> WHAT TO PRODUCE
Among these entries, count the lines containing the word "Калинина" and answer with only the number.

> DATASET ENTRIES
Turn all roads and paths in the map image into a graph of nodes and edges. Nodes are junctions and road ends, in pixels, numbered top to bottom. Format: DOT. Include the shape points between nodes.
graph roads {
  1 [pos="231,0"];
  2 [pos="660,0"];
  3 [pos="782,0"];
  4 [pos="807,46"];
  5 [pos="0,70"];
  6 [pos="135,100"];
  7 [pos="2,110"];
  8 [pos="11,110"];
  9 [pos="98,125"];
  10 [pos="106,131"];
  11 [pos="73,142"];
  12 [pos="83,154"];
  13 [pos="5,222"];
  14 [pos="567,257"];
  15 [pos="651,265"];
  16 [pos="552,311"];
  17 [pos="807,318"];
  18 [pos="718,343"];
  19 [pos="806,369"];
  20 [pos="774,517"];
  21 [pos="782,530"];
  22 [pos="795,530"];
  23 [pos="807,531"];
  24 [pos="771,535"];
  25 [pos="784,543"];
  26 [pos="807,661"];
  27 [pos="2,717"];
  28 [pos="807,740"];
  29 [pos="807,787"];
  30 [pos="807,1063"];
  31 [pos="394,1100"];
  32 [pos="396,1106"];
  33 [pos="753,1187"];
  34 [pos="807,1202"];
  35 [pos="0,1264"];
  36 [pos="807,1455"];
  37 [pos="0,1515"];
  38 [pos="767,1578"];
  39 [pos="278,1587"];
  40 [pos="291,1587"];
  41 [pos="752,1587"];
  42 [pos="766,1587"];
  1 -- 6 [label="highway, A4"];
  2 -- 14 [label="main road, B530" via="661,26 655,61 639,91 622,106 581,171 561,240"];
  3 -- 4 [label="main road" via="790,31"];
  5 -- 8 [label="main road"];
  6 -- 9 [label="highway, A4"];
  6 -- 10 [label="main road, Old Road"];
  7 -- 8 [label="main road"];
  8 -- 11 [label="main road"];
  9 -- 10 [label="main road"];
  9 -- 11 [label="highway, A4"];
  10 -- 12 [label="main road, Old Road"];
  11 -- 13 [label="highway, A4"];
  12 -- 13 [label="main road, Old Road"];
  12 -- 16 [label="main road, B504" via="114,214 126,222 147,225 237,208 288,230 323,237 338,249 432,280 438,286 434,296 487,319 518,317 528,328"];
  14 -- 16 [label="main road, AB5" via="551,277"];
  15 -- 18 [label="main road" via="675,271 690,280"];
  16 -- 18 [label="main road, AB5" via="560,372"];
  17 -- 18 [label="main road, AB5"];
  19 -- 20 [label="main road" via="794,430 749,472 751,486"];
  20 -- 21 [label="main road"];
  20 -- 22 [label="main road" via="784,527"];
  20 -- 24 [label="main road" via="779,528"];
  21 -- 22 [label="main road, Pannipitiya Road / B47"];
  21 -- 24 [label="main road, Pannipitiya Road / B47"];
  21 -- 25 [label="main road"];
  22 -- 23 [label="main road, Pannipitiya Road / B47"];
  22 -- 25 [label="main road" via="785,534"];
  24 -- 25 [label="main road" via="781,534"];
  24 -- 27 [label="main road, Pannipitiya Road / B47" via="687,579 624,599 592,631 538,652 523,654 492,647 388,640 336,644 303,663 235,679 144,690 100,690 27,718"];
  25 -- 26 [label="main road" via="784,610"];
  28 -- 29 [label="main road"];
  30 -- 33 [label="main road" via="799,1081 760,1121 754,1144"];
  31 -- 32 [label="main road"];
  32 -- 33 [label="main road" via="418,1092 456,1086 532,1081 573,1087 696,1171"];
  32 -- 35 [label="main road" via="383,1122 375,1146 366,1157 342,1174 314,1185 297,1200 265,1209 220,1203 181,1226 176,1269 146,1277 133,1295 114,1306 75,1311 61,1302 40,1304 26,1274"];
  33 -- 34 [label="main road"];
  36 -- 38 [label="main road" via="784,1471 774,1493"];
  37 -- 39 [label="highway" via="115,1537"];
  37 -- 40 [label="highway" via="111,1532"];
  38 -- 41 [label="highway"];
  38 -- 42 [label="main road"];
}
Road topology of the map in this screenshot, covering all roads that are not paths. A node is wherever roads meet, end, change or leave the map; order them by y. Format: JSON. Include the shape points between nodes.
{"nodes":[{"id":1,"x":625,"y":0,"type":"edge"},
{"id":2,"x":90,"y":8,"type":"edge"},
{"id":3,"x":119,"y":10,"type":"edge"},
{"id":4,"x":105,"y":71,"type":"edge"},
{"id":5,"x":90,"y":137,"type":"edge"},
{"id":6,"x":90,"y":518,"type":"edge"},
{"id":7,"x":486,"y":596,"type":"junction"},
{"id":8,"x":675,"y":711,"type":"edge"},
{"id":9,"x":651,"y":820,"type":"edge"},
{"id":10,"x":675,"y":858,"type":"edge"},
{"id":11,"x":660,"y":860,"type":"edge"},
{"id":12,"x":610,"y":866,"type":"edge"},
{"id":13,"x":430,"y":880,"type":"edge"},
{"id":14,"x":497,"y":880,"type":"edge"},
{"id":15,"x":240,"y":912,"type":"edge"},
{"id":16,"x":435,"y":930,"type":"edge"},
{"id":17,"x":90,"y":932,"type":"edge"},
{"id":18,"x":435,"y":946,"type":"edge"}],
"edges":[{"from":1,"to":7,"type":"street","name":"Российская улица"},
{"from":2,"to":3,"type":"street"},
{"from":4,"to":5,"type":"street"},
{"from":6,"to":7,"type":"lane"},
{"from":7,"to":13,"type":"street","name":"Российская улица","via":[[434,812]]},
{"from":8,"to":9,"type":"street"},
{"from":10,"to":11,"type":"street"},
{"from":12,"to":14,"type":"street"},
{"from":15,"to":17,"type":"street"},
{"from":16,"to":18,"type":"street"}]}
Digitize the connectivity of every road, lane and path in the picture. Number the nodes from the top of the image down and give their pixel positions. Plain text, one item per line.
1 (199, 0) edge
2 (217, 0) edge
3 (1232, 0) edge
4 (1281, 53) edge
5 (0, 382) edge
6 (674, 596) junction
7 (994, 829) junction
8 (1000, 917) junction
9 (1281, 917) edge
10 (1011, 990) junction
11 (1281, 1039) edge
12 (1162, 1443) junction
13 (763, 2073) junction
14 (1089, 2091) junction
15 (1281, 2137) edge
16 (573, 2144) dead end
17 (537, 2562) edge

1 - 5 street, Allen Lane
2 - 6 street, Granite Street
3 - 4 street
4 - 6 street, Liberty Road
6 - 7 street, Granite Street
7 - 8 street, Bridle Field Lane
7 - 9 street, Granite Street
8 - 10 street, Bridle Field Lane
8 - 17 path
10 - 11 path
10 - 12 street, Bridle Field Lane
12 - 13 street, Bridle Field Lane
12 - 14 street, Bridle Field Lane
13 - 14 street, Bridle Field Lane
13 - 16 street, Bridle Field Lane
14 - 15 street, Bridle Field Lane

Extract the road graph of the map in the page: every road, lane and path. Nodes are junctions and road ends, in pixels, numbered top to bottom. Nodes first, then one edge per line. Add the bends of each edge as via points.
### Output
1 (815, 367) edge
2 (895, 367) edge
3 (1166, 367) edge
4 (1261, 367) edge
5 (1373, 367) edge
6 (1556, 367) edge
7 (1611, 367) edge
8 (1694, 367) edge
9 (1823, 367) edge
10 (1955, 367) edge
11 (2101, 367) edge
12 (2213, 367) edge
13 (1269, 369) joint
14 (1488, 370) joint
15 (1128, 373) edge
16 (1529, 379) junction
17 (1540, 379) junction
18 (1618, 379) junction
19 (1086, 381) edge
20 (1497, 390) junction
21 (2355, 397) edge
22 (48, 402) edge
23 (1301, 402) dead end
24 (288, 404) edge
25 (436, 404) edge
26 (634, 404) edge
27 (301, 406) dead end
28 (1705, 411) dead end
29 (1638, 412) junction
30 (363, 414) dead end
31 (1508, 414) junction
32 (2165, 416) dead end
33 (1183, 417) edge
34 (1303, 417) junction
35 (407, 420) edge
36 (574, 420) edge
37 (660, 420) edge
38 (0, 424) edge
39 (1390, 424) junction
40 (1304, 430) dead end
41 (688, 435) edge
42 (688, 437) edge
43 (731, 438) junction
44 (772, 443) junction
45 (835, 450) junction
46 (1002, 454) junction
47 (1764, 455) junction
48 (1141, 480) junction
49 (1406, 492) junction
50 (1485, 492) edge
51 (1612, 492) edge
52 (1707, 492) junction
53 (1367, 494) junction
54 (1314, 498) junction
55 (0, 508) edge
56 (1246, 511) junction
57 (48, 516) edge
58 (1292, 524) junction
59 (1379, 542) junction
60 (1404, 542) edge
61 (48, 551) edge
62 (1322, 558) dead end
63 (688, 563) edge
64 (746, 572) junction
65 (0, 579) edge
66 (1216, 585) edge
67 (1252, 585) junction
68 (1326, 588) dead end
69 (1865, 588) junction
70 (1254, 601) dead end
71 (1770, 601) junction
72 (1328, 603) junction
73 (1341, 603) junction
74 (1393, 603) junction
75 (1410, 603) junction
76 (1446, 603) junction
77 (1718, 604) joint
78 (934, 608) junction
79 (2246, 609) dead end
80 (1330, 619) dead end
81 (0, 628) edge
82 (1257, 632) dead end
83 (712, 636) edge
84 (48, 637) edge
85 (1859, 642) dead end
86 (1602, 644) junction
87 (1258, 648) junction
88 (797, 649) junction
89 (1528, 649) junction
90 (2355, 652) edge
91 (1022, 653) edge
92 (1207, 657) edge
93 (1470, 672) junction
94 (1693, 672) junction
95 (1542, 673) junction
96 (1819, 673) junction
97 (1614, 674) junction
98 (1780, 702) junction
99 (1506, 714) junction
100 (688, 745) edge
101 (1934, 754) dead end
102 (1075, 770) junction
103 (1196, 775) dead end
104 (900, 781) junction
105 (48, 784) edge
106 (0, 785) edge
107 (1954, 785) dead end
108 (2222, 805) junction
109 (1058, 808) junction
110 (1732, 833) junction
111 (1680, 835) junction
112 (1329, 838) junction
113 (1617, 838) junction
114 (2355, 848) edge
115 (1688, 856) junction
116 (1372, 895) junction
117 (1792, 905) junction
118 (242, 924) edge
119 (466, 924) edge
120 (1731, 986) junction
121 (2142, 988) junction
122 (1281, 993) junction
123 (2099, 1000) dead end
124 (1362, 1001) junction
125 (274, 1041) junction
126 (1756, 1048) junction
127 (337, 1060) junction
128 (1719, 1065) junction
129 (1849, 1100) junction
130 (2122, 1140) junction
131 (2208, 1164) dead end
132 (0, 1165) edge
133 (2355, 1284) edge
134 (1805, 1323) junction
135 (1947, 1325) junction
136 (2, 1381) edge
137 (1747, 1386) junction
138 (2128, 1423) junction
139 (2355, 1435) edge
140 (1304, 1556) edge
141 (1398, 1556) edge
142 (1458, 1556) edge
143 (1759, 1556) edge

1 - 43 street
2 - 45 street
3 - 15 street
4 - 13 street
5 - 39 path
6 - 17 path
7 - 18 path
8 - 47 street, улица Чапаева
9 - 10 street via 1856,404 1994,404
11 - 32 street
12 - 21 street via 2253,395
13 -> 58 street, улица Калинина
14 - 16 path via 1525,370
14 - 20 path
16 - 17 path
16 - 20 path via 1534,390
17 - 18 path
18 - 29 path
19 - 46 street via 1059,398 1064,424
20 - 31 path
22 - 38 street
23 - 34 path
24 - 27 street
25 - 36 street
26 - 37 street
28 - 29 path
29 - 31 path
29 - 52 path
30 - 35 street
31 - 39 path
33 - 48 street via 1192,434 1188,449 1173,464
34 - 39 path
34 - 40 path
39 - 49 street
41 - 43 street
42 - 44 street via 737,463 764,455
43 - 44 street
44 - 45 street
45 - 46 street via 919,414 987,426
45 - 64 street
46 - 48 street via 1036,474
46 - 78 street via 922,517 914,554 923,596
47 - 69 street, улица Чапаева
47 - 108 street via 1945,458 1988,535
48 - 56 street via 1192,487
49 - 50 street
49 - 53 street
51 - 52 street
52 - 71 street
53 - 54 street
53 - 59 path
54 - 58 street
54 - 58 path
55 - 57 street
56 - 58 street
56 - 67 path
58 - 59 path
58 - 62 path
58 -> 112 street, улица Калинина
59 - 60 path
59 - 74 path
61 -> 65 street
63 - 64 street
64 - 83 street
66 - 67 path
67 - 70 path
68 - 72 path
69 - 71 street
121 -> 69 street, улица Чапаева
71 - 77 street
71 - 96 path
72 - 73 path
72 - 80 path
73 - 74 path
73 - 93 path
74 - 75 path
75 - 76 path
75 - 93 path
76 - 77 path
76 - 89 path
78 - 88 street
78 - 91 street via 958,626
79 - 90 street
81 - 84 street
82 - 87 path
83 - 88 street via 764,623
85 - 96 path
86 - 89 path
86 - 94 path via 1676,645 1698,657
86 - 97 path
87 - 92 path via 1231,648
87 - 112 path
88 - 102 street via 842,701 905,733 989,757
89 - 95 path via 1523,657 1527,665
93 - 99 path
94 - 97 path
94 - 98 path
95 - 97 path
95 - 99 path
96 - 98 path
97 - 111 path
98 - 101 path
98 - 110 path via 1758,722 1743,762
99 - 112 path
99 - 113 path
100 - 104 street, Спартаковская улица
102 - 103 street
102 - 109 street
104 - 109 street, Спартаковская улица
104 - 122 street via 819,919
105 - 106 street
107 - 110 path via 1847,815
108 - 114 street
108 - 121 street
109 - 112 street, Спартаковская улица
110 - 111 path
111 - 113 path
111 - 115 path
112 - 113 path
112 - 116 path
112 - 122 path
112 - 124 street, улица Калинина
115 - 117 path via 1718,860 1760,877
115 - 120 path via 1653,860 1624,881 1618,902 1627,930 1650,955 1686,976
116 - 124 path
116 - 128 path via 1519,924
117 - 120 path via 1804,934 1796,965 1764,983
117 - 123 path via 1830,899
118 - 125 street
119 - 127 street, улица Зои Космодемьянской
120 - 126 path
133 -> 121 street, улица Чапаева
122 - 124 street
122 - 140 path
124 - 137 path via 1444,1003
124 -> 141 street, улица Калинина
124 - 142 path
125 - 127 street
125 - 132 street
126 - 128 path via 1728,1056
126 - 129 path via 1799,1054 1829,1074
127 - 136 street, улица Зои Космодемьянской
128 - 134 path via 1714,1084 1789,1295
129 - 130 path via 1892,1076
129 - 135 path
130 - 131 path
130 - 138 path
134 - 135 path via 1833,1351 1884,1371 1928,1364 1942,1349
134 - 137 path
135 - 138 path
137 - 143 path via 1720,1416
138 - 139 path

> SOLUTION FOR THIS EXERCISE
4